Stored records:
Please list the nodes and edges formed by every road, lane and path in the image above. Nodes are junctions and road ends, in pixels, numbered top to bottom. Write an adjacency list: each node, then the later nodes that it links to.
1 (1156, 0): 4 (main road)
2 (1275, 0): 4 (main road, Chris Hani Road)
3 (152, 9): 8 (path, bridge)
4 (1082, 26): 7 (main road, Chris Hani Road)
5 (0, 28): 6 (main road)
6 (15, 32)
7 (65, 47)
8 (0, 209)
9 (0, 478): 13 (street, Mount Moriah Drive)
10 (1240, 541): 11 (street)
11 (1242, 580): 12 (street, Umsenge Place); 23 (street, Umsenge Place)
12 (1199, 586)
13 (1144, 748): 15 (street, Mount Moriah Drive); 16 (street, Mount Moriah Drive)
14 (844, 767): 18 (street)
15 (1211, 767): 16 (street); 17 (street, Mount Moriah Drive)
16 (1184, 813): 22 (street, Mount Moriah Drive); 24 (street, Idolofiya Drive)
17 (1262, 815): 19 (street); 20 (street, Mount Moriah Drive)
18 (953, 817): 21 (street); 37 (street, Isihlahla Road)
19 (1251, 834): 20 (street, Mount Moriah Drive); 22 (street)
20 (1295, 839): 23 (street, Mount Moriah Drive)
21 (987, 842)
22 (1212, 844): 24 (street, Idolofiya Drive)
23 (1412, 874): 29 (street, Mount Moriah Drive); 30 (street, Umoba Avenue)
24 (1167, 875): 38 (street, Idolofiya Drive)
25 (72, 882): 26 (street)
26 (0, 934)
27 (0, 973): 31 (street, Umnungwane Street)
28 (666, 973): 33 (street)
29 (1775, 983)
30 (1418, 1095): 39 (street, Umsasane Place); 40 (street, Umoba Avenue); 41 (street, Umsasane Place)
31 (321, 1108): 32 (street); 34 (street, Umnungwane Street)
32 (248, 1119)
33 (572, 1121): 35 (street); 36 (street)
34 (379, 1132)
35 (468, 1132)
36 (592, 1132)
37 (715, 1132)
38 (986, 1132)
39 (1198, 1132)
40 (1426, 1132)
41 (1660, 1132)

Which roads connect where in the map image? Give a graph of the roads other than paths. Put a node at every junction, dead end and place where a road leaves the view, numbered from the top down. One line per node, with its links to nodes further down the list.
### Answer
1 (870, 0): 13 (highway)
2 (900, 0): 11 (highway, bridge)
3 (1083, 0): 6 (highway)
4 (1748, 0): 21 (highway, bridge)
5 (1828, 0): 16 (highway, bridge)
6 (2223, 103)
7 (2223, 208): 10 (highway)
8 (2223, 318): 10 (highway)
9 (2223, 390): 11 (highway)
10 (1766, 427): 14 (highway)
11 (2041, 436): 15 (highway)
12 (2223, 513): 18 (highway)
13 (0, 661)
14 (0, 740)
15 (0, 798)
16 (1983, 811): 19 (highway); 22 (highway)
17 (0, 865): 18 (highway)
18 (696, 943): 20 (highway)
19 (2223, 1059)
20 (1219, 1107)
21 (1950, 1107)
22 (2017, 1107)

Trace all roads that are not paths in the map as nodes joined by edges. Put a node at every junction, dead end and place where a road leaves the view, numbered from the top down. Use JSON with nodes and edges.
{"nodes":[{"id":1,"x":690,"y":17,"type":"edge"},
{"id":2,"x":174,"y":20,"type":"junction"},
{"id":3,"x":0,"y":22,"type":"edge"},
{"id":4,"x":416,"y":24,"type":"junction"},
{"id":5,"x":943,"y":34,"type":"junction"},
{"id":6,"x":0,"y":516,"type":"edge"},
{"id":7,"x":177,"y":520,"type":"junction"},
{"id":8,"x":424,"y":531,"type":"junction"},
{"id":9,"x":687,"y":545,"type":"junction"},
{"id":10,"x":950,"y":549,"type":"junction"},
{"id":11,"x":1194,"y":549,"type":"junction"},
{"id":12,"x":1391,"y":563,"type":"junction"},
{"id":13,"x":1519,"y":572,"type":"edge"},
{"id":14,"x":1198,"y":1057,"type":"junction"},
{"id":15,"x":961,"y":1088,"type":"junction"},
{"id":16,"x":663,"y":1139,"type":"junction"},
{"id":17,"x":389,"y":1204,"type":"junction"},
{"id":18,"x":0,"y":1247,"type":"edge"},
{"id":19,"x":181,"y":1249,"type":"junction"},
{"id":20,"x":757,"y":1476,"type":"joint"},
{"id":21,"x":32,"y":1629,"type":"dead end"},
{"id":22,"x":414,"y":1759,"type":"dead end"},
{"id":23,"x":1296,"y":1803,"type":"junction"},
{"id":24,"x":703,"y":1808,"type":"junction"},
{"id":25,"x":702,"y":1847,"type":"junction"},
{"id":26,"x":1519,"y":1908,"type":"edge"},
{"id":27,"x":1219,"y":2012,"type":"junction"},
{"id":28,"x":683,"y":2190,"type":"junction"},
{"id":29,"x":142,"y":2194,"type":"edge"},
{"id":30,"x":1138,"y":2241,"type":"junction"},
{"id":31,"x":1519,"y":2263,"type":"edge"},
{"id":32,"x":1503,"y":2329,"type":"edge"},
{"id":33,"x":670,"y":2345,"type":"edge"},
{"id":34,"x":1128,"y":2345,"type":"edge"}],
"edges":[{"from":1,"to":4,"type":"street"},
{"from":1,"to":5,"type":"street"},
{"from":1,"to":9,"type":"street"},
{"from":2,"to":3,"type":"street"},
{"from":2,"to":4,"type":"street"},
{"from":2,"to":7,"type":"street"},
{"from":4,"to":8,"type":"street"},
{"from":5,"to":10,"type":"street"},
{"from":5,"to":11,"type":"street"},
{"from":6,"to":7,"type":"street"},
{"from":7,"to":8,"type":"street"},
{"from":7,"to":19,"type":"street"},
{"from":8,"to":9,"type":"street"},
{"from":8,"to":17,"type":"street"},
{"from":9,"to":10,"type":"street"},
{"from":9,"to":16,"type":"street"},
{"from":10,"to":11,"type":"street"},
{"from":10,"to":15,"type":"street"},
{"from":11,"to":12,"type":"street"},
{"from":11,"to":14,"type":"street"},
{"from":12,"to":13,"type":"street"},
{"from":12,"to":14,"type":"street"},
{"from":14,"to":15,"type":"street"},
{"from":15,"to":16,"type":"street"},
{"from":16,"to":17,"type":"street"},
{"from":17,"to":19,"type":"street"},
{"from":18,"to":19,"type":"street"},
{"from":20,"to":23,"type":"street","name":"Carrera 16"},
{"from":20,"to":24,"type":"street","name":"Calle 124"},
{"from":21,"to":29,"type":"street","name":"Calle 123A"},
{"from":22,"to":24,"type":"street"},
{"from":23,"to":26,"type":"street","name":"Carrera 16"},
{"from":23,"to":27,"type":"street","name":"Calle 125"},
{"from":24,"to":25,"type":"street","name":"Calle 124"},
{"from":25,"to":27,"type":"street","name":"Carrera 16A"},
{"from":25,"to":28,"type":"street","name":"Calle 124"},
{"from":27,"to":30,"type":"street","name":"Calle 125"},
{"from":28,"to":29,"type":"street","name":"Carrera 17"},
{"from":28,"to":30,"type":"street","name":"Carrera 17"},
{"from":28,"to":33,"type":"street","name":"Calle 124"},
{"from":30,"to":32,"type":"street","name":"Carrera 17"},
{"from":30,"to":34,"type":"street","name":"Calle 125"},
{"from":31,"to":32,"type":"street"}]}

> _Task to carry out_: A line belongs in the answer if it contains the word "Avenue"; copy every such line from the data above.

> _Result of this task_:
23 (1412, 874): 29 (street, Mount Moriah Drive); 30 (street, Umoba Avenue)
30 (1418, 1095): 39 (street, Umsasane Place); 40 (street, Umoba Avenue); 41 (street, Umsasane Place)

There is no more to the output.